Após 17 anos de interrupção, EUA retomam execuções federais de pessoas condenadas à morte

Thaís Garcia

Publicado

em

Imagem: Reprodução

As execuções de pessoas condenadas à pena de morte por tribunais federais vão ser retomadas em 13 de julho nos EUA, depois de 17 anos de interrupção, anunciou o Procurador-Geral do país (cargo equivalente nos EUA ao de ministro da Justiça do Brasil), William Barr, na noite de segunda-feira (15).

De acordo com a AFP, William Barr já tinha anunciado há um ano a intenção de retomar a execuções de pessoas que foram condenadas à pena de morte em instâncias federais. Pelo menos 5 injeções letais estavam agendadas entre dezembro de 2019 e janeiro de 2020 na penitenciária de Terre-Haute, no estado de Indiana.

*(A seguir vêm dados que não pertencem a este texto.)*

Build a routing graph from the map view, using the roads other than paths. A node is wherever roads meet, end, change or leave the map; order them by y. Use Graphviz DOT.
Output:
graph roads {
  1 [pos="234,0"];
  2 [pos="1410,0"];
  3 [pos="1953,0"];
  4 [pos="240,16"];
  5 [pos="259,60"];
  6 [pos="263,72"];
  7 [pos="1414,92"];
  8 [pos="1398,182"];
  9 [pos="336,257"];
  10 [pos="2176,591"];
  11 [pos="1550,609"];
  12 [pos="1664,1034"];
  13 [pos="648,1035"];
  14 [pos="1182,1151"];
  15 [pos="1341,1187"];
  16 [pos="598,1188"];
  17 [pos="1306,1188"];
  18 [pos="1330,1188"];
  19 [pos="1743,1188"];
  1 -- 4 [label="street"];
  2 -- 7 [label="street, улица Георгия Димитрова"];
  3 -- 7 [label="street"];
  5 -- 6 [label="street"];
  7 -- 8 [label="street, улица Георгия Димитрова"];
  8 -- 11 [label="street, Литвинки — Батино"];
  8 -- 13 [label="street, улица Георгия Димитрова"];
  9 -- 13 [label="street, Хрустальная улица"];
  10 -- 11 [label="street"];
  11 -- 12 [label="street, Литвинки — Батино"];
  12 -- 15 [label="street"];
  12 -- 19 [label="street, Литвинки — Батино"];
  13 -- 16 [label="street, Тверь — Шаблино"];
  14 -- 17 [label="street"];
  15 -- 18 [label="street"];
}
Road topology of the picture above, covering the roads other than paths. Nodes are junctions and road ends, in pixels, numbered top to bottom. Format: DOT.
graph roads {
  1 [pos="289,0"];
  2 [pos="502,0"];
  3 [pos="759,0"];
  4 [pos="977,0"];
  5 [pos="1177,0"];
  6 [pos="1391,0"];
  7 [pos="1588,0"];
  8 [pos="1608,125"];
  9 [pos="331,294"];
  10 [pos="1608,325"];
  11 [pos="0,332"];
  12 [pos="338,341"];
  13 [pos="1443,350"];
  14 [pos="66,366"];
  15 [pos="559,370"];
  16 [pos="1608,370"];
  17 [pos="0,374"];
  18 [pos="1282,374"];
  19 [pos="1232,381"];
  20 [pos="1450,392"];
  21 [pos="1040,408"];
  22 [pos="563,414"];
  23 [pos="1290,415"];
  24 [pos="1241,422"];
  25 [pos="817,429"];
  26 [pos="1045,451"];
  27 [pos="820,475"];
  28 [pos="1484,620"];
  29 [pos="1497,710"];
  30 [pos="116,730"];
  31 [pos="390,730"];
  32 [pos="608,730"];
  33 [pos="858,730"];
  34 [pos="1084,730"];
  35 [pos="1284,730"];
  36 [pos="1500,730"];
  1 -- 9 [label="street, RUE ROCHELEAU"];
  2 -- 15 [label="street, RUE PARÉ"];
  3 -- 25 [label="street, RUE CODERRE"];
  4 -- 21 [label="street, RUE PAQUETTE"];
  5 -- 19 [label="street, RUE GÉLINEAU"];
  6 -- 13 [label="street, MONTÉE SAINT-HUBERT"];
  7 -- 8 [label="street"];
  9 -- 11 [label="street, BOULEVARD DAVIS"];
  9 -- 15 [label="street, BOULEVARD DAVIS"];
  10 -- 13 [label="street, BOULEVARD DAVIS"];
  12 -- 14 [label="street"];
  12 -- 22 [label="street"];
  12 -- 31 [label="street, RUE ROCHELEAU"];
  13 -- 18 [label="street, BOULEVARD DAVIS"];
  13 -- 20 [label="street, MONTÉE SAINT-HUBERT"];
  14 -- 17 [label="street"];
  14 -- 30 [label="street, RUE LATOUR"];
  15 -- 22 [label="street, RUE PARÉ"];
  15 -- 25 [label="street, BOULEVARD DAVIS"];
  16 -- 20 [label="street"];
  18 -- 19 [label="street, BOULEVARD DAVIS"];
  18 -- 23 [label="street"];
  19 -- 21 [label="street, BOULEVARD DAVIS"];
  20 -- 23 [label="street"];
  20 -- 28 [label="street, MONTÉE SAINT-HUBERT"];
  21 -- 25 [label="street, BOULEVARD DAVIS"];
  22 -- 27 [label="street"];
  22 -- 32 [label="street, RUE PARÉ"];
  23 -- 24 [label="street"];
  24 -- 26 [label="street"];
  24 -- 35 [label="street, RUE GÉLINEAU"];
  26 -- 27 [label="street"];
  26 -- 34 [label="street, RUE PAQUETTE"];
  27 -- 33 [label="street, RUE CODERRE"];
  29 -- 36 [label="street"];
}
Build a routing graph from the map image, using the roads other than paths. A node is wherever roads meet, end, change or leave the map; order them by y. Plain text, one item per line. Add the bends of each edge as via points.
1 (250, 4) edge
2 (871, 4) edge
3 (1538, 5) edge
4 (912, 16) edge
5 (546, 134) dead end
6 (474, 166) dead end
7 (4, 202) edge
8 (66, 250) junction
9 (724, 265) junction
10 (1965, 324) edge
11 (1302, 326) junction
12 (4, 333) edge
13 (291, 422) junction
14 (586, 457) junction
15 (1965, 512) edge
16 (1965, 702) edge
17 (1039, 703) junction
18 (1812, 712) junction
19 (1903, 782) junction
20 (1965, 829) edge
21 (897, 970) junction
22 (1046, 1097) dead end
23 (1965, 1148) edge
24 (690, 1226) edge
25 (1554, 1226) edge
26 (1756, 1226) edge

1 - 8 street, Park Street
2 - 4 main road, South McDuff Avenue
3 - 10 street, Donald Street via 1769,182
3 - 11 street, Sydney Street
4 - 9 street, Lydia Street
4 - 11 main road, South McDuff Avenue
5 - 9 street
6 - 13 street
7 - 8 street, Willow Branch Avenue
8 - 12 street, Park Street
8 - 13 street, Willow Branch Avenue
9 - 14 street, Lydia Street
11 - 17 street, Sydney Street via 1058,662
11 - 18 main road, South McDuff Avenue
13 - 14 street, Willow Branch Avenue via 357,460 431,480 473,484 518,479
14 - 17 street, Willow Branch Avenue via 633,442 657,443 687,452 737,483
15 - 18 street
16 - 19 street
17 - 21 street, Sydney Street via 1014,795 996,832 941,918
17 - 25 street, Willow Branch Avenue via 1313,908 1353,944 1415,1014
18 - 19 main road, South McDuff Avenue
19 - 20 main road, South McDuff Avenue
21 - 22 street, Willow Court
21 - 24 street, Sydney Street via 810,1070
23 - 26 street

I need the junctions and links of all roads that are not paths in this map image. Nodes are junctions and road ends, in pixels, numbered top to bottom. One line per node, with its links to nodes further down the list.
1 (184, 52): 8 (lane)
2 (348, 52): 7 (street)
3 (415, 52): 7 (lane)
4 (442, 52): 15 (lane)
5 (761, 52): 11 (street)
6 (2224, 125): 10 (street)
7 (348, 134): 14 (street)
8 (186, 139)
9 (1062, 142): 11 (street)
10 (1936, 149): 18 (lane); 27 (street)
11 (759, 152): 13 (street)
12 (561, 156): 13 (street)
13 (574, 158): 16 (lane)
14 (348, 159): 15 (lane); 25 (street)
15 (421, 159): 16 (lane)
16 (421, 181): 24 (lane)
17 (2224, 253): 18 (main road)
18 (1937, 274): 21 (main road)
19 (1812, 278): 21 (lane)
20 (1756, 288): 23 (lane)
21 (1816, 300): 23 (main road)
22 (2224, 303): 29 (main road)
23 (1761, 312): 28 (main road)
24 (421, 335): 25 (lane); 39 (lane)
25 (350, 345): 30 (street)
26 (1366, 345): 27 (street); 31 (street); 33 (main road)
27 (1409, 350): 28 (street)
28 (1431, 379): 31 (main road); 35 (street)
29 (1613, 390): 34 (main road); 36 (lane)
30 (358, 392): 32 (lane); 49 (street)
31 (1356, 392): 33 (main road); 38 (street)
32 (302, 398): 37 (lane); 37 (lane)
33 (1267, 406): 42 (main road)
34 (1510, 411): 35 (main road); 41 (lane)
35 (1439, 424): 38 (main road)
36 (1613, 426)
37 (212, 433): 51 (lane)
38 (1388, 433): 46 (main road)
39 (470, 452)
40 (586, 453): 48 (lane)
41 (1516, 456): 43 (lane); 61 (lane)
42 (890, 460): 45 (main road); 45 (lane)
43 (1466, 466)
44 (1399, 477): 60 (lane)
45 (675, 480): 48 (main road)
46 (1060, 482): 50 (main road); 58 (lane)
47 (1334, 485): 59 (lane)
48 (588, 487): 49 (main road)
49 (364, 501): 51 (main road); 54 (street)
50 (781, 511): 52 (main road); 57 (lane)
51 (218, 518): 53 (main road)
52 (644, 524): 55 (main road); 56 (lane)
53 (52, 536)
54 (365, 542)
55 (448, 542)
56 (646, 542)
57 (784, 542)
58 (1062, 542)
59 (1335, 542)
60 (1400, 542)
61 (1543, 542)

Contudo, a Justiça norte-americana interrompeu os processos depois de os advogados de alguns dos condenados terem expressado dúvidas sobre a legalidade do protocolo escolhido para matar os reclusos.

Depois de um tribunal ter autorizado a utilização de pentobarbital, o Procurador-Geral dos Estados Unidos ordenou o reagendamento das datas para quatro condenados.

“Devemos isso às vítimas dos seus crimes horríveis”, vincou o governante, em comunicado citado pela AFP.

Estas execuções estão agora agendadas entre 13 de julho e 28 de agosto.

A AFP também diz que o primeiro destes condenados a ser executado pela Justiça norte-americana deverá ser Daniel Lewis Lee, que foi condenado em 1999 à morte pelo homicídio de um casal e de uma criança de 8 anos.

De acordo com a AFP, pesquisas apontam para uma taxa de aprovação da pena de morte nos EUA, na ordem dos 54%, em comparação com os cerca de 80% de aprovação no início dos Anos 90.

Em 2019, 22 pessoas foram executadas nos Estados Unidos.

A maioria dos casos tem resolução nas instâncias estatais, no entanto, os tribunais federais julgam atos mais graves, como, por exemplo, atentados, crimes racistas, ou que foram cometidos em instalações militares.

Nesta instância, apenas 3 pessoas foram executadas nos últimos 45 anos, incluindo Timothy McVeigh (em 2001), responsável por um atentado à bomba em Oklahoma em 1994 e que provocou a morte a 168 pessoas.

A última execução federal ocorreu em 2003.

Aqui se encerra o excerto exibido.